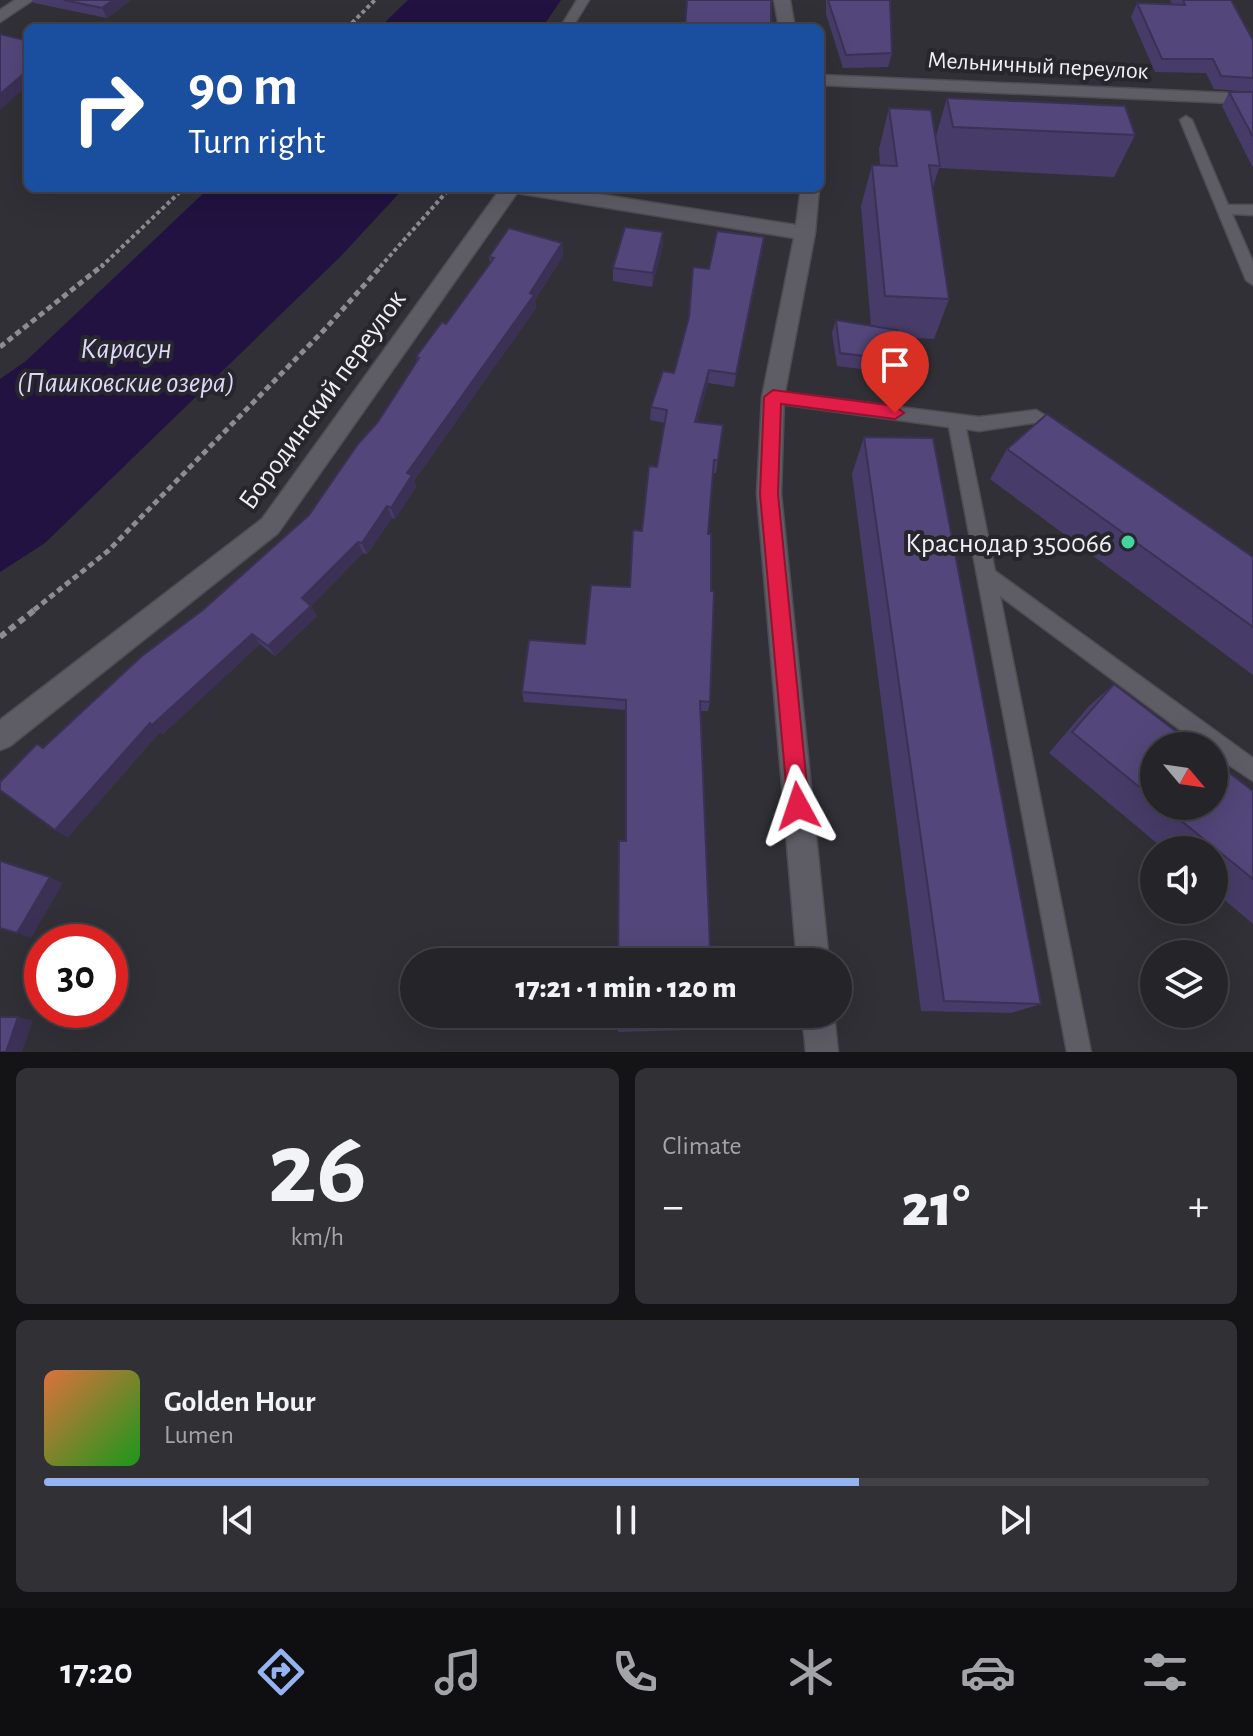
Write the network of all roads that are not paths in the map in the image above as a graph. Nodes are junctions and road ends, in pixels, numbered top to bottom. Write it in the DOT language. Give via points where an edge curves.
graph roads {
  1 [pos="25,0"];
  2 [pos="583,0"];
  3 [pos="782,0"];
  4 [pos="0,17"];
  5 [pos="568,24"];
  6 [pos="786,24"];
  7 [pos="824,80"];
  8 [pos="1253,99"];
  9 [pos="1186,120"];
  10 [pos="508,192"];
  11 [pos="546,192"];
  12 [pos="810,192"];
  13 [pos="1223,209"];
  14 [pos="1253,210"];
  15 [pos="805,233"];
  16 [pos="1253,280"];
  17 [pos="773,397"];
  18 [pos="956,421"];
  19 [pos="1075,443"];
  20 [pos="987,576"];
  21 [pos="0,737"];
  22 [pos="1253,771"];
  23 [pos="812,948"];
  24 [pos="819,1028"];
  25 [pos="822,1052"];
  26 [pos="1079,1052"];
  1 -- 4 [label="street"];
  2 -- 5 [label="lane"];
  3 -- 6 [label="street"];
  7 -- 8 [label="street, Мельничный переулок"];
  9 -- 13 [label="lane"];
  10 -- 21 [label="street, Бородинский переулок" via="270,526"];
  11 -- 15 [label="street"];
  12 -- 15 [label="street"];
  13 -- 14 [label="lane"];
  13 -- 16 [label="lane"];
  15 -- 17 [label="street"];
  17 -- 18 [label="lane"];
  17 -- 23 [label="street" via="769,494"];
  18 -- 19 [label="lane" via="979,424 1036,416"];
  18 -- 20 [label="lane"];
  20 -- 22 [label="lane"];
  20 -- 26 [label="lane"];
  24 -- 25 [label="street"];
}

**WORK TO COMPLETE:** All lines of the records above with the word "переулок" in them are to be copied.

**ANSWER TO THE PROBLEM:**
  7 -- 8 [label="street, Мельничный переулок"];
  10 -- 21 [label="street, Бородинский переулок" via="270,526"];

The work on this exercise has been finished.